== TASK DETAILS ==
Using the listing below, show all lines that hold the word "nodes".

== SUPPLIED INFORMATION ==
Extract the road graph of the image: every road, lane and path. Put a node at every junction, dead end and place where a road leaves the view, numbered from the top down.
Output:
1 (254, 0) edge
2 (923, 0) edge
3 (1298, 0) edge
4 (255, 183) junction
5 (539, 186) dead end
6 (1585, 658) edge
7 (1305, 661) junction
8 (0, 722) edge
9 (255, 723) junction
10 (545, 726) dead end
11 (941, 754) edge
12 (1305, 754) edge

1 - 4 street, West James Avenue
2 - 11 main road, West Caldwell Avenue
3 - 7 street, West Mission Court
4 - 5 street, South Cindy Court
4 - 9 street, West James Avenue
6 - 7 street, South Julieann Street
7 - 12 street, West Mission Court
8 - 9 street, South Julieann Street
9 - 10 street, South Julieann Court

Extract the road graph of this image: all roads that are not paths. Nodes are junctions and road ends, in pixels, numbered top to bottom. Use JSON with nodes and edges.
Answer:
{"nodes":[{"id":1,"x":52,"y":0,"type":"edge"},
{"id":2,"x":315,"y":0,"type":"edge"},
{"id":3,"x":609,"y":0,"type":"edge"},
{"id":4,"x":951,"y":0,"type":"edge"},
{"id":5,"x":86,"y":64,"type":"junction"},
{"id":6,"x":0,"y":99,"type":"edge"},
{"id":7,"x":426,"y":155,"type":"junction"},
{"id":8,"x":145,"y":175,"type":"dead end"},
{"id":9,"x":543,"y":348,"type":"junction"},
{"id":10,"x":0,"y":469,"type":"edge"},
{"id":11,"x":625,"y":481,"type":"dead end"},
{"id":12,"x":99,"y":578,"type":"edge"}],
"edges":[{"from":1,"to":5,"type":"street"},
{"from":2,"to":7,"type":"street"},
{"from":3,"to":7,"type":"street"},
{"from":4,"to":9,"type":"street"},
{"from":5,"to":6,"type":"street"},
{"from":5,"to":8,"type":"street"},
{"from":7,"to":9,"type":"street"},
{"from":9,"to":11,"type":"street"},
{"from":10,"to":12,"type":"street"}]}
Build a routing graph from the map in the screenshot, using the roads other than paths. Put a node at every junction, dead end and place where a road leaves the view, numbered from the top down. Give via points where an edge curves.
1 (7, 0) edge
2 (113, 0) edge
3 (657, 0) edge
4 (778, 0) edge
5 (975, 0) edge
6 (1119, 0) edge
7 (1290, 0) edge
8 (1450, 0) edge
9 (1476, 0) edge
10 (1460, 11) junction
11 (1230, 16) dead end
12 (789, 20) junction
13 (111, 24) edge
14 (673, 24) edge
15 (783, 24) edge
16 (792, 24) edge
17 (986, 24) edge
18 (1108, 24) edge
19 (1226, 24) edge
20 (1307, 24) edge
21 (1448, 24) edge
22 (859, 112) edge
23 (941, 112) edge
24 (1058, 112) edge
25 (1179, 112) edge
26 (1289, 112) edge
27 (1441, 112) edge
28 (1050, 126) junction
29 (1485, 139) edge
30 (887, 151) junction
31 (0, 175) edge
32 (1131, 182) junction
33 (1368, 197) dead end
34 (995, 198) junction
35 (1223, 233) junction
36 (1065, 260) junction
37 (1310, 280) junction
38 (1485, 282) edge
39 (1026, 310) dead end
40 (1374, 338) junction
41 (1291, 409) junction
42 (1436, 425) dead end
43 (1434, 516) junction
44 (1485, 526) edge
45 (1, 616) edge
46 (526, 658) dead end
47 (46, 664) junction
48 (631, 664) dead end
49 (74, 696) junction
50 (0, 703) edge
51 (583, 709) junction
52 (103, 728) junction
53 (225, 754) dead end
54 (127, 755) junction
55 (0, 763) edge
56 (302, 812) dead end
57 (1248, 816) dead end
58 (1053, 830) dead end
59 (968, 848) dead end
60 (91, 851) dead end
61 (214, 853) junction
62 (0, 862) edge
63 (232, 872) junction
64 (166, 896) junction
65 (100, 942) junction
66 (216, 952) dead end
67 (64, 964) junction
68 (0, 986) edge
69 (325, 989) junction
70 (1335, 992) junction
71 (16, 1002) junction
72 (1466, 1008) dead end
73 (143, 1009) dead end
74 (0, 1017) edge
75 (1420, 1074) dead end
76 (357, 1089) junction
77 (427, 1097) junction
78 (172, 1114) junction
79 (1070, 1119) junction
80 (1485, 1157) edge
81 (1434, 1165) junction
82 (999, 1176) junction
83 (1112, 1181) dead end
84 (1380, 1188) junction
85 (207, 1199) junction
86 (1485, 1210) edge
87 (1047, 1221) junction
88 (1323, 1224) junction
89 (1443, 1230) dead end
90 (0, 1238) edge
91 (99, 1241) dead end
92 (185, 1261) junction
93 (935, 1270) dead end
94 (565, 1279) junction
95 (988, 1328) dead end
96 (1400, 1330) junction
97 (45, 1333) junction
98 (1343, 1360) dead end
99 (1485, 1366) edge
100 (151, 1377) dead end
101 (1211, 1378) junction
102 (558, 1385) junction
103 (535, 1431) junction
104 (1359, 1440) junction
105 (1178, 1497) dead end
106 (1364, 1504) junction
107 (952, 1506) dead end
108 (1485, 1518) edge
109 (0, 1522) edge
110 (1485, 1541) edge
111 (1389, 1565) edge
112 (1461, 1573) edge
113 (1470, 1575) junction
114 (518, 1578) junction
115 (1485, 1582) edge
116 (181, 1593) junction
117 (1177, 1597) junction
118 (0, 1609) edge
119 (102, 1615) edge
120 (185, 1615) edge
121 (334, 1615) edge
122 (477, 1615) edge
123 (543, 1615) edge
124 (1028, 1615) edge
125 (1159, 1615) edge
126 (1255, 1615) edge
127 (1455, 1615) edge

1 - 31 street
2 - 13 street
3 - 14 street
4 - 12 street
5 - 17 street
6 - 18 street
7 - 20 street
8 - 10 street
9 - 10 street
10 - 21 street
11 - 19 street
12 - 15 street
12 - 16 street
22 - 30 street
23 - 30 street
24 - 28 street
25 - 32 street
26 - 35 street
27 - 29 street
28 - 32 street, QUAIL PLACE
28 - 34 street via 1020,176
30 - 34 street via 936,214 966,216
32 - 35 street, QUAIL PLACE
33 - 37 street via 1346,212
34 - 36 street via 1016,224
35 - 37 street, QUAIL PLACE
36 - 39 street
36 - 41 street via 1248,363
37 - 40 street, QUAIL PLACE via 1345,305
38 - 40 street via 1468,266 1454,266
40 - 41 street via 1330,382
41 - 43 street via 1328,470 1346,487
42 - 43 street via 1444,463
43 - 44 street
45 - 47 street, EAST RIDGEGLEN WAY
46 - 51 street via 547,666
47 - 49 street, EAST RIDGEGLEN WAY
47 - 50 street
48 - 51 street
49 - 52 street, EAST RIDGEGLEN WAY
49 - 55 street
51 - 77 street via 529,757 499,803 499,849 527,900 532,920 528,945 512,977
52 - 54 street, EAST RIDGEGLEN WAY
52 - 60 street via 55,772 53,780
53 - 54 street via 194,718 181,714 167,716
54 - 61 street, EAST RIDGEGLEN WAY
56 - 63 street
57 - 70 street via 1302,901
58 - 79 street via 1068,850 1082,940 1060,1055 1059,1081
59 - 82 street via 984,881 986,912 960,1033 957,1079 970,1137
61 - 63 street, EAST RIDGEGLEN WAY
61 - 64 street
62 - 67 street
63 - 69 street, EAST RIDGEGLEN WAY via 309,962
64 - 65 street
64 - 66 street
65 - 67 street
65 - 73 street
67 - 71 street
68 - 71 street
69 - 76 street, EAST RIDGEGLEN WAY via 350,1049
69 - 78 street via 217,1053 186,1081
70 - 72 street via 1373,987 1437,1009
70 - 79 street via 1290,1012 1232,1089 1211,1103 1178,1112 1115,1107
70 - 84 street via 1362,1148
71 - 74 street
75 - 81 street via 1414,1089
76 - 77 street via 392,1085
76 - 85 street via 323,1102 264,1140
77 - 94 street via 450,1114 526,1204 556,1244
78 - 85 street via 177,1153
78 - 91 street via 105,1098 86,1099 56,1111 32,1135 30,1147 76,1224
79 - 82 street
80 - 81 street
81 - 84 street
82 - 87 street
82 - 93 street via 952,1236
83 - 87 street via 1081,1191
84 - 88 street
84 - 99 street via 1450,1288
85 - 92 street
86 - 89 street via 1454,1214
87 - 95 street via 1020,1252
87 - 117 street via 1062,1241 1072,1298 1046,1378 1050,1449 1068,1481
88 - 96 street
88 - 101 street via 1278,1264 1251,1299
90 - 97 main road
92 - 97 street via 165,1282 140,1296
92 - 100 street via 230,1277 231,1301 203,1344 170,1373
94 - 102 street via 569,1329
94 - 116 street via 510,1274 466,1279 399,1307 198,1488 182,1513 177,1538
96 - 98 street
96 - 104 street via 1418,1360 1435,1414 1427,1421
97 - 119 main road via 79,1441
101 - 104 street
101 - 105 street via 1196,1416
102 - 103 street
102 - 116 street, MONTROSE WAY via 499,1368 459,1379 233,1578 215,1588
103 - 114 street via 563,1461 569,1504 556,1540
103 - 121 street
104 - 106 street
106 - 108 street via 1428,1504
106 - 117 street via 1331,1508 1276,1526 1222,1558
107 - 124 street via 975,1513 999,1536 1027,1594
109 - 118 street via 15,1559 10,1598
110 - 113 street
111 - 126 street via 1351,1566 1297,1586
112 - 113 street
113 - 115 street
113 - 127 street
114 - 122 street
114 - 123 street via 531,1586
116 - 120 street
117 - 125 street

== TASK OUTPUT ==
Extract the road graph of this image: all roads that are not paths. Nodes are junctions and road ends, in pixels, numbered top to bottom. Use JSON with nodes and edges.
{"nodes":[{"id":1,"x":52,"y":0,"type":"edge"},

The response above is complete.